_Task to complete_
Return a copy of every line in the records that includes the word "graph".

_Excerpted data_
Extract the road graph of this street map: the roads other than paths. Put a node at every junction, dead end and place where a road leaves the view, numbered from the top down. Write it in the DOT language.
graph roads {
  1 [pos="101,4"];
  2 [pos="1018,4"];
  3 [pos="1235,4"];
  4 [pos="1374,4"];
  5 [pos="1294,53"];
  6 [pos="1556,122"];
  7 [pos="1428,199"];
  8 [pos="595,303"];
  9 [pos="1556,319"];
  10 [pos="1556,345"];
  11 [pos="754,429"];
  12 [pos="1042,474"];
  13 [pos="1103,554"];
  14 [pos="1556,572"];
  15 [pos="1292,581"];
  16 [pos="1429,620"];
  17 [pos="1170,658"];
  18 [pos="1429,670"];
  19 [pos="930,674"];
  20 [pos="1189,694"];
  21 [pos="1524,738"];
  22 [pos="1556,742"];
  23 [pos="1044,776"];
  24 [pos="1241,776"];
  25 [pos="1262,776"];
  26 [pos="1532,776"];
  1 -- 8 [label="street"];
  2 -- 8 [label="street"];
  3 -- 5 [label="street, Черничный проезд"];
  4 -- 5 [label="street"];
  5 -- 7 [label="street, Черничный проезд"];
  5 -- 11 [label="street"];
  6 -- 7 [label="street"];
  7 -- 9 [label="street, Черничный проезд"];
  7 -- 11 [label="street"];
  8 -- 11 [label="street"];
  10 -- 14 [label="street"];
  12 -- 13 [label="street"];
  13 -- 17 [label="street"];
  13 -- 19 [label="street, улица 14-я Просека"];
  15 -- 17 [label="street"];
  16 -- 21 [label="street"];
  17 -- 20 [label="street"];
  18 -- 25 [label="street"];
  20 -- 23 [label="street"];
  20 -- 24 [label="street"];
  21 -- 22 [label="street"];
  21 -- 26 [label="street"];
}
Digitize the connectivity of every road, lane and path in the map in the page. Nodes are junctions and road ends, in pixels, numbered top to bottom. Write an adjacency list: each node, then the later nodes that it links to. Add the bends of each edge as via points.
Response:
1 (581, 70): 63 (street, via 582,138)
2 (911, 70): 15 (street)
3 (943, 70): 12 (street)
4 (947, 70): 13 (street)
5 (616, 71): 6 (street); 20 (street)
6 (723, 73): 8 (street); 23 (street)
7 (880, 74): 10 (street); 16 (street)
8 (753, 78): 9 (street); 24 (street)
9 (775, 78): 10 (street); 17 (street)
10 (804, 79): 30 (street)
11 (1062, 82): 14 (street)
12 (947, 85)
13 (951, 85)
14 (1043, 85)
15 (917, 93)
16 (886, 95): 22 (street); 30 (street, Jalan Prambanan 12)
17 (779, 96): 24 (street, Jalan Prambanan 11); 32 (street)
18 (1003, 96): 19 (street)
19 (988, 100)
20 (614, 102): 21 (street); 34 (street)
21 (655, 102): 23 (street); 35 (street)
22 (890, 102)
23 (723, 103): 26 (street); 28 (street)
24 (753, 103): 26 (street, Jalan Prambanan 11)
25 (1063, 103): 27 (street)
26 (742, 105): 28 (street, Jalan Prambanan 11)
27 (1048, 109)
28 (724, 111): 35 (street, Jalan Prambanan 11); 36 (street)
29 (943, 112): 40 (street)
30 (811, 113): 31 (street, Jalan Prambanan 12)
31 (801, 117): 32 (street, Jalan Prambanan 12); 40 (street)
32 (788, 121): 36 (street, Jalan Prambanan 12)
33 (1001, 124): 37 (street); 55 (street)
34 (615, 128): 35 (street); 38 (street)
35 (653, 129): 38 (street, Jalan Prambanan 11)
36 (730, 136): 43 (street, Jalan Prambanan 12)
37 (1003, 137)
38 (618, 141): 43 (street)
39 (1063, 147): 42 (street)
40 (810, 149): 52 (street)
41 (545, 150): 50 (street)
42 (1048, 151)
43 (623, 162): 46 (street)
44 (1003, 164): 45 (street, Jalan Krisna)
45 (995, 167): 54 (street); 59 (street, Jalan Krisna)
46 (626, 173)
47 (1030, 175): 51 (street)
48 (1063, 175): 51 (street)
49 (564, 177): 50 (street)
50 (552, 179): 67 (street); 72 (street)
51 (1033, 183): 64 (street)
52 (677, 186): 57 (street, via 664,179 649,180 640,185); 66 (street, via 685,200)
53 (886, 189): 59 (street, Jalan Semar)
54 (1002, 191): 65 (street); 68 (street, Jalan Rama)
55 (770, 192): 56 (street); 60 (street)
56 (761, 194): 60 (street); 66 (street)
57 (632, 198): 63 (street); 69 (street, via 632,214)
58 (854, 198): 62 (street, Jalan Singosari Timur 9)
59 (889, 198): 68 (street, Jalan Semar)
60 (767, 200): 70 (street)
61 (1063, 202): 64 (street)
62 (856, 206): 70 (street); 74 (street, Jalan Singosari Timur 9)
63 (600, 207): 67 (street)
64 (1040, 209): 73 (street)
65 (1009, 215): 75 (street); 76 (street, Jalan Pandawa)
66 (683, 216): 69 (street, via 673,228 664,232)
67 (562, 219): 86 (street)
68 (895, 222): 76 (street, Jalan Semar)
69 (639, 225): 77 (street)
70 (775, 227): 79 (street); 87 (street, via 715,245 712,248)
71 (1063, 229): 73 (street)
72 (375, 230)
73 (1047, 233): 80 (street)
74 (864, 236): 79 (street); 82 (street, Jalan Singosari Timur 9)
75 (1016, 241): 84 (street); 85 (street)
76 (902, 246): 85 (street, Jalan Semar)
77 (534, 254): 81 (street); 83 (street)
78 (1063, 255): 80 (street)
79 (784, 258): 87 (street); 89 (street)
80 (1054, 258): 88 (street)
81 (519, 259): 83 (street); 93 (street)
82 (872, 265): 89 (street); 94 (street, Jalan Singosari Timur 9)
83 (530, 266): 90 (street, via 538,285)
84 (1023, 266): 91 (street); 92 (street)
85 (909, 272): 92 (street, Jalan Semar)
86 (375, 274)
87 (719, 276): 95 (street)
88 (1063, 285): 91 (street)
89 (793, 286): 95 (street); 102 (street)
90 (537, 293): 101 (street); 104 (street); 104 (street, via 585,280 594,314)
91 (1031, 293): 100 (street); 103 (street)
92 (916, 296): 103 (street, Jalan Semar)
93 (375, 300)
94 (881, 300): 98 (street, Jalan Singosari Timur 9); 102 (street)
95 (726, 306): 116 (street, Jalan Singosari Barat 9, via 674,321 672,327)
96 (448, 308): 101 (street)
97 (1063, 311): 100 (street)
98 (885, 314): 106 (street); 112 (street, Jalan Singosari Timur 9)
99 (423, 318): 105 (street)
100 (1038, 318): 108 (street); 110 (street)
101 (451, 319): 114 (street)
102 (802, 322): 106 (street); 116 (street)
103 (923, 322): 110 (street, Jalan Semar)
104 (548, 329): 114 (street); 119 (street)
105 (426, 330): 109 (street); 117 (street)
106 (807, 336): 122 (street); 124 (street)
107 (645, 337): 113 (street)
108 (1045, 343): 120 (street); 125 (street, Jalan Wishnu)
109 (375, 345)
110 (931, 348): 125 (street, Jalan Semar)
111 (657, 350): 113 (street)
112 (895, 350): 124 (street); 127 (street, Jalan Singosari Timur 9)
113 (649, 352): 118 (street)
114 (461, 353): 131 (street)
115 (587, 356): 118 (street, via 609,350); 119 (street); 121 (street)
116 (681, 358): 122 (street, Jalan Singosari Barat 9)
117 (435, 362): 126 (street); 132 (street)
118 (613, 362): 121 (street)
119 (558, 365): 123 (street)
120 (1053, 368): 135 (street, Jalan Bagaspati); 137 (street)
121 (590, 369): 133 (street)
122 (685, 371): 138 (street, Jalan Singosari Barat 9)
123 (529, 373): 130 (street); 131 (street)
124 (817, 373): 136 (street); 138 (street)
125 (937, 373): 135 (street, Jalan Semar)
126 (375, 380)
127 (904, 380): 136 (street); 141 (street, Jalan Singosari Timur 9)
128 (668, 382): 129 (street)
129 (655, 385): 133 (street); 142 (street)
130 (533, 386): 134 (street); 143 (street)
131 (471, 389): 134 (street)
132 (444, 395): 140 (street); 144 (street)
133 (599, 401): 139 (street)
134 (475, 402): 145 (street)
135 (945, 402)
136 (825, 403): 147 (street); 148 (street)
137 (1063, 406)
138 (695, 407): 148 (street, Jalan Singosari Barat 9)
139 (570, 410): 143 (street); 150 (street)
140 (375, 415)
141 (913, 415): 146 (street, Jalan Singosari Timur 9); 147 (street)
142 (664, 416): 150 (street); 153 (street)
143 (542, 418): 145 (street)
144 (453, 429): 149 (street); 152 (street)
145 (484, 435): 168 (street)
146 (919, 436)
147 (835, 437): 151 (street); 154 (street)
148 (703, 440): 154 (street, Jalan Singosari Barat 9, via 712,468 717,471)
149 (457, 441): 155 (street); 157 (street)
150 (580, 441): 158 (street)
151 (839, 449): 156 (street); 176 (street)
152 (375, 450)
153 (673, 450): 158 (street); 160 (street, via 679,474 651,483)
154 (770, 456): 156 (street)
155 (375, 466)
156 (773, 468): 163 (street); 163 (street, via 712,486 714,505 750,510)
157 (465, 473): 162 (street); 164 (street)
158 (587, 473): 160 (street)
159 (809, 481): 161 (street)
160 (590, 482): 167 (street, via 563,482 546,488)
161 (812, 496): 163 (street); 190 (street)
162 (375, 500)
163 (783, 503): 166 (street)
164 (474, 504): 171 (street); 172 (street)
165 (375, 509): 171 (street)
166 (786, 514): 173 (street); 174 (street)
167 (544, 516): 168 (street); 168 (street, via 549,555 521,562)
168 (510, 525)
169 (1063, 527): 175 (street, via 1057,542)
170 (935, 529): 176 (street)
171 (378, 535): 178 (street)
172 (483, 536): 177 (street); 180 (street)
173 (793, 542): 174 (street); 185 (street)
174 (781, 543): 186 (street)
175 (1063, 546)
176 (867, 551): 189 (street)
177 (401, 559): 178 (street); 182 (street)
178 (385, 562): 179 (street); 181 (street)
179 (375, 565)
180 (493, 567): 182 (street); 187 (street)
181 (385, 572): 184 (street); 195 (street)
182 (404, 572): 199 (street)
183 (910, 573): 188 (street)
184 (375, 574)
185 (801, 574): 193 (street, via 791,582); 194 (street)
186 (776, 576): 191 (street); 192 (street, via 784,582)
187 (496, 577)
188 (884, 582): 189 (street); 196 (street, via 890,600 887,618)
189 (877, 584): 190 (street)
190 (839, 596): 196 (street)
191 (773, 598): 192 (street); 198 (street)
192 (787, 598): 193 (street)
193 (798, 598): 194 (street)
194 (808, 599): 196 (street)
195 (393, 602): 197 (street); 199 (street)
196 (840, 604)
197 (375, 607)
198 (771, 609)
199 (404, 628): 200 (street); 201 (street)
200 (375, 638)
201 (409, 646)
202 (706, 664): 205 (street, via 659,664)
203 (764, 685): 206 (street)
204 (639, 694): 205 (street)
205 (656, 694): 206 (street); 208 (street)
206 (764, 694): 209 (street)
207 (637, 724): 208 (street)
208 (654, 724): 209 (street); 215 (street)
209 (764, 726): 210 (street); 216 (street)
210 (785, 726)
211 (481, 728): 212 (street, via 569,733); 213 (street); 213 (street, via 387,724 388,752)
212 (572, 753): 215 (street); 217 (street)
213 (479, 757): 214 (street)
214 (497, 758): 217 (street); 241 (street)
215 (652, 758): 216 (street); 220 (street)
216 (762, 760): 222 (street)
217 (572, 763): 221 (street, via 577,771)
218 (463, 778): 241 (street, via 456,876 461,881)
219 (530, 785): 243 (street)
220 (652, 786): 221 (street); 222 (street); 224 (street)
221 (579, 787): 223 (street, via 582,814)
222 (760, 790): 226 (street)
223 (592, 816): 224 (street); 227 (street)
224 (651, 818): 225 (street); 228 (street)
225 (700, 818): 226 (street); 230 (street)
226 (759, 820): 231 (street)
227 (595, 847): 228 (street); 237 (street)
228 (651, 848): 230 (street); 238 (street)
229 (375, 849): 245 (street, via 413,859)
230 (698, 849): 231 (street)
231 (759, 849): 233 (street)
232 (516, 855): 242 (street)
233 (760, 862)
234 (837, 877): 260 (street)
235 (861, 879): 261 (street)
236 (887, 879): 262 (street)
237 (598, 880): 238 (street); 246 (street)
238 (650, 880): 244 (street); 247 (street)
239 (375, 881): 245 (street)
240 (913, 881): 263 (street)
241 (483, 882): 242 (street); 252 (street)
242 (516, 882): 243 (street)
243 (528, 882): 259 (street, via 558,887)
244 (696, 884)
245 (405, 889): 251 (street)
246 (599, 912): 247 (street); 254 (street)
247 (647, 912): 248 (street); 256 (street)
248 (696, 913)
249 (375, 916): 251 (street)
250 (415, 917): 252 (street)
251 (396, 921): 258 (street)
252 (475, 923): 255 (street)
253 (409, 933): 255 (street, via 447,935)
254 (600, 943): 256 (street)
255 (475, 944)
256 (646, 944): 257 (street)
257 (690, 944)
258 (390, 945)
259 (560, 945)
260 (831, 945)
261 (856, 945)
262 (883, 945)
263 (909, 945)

_Answer section_
Extract the road graph of this street map: the roads other than paths. Put a node at every junction, dead end and place where a road leaves the view, numbered from the top down. Write it in the DOT language.
graph roads {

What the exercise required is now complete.